116    Fourth, the lawyers for the Basil applicant and McKay applicant should:

(a)    use reasonable endeavours to agree on the areas of expertise required for expert evidence, the identity of particular experts to be briefed and the contents of any briefs and letters of instruction to the experts;

(b)    consult with each other before preparing, filing and serving any evidence;

(c)    use reasonable endeavours to progress each of the proceedings in a similar manner;

(d)    cooperate in the conduct of or response to any interlocutory application in either of the proceedings;

(e)    notify the other in the event that an interlocutory application is deemed prudent or necessary within a reasonable time before such application is filed; and

(f)    confer about key dates.

117    As an ancillary step to the foregoing directions and in the absence of cooperation between the applicants and their advisers in both proceedings in achieving these objectives, it may be appropriate for an independent lawyer to be appointed as an auditor to liaise with the lawyers and funders in each case to monitor at a high level the legal work done and resources deployed so as to be able to report to the Court, with such frequency as is directed, the steps taken or that could reasonably be taken to eliminate the duplication of work across both actions. But such an appointment would only be made where it was cost effective to do so and in circumstances where the Court was not able to monitor these matters directly.

118    The above steps are designed to reduce the overall costs that may ultimately be borne by group members across both proceedings in respect of the applicants’ own costs in each action. But such steps may also reduce the potential overall adverse costs order burden of the respondent (and indeed its own costs) across both actions. Indeed, I expressed my view to counsel at the hearing of the stay applications that in relation to any potential exposure to an adverse costs order, I may consider making orders to achieve the result that the respondent be only exposed to one set of legal costs vis-à-vis the applicants as if there had been only one set of proceedings.

CONCLUSION

119    In summary:

(a)    I refuse the stay applications in each of the proceedings.

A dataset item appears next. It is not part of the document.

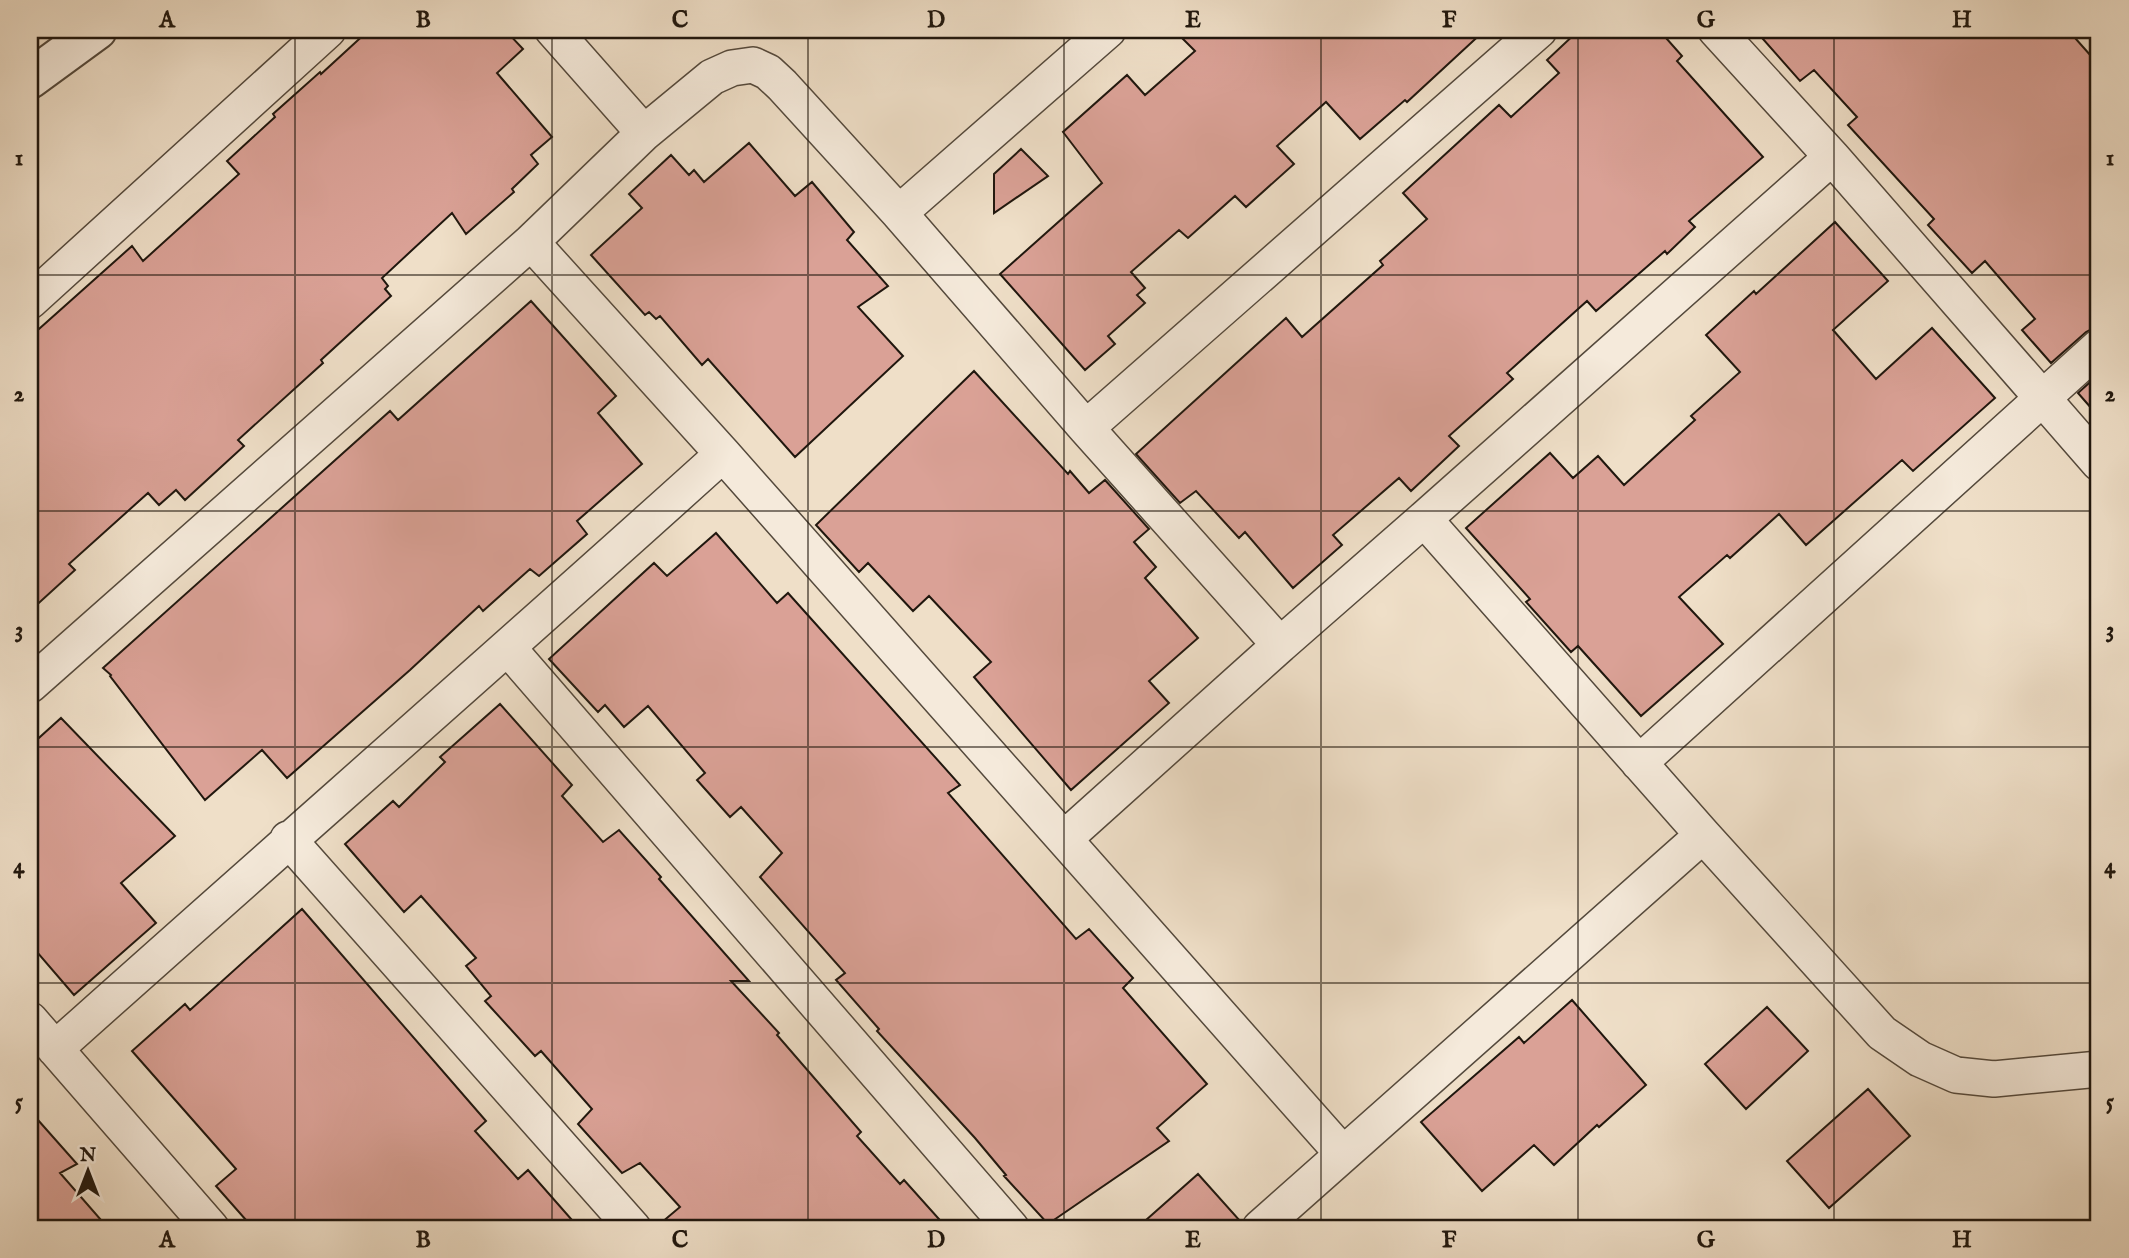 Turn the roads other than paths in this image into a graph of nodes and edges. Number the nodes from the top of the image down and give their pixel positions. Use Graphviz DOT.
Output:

(b)    I will give directions after hearing further from the parties concerning the steps necessary to close the class in the Basil proceedings, and to implement necessary notification and opt out mechanisms in both the McKay proceedings and the Basil proceedings in accordance with my reasons at [64], [106] and [107].

(c)    I will make case management directions for the joint management of both proceedings consistently with my reasons at [112] to [118], but only after hearing further from the parties.

120    As to the costs of the present applications, I would propose that all parties’ costs be their costs in the cause. Each party has had some success. Moreover, it was necessary for the Court to address these matters in any event under Part IVA and at an early stage. But I will give any party the opportunity to address me further on costs if they so choose.

I certify that the preceding one hundred and twenty (120) numbered paragraphs are a true copy of the Reasons for Judgment herein of the Honourable Justice Beach.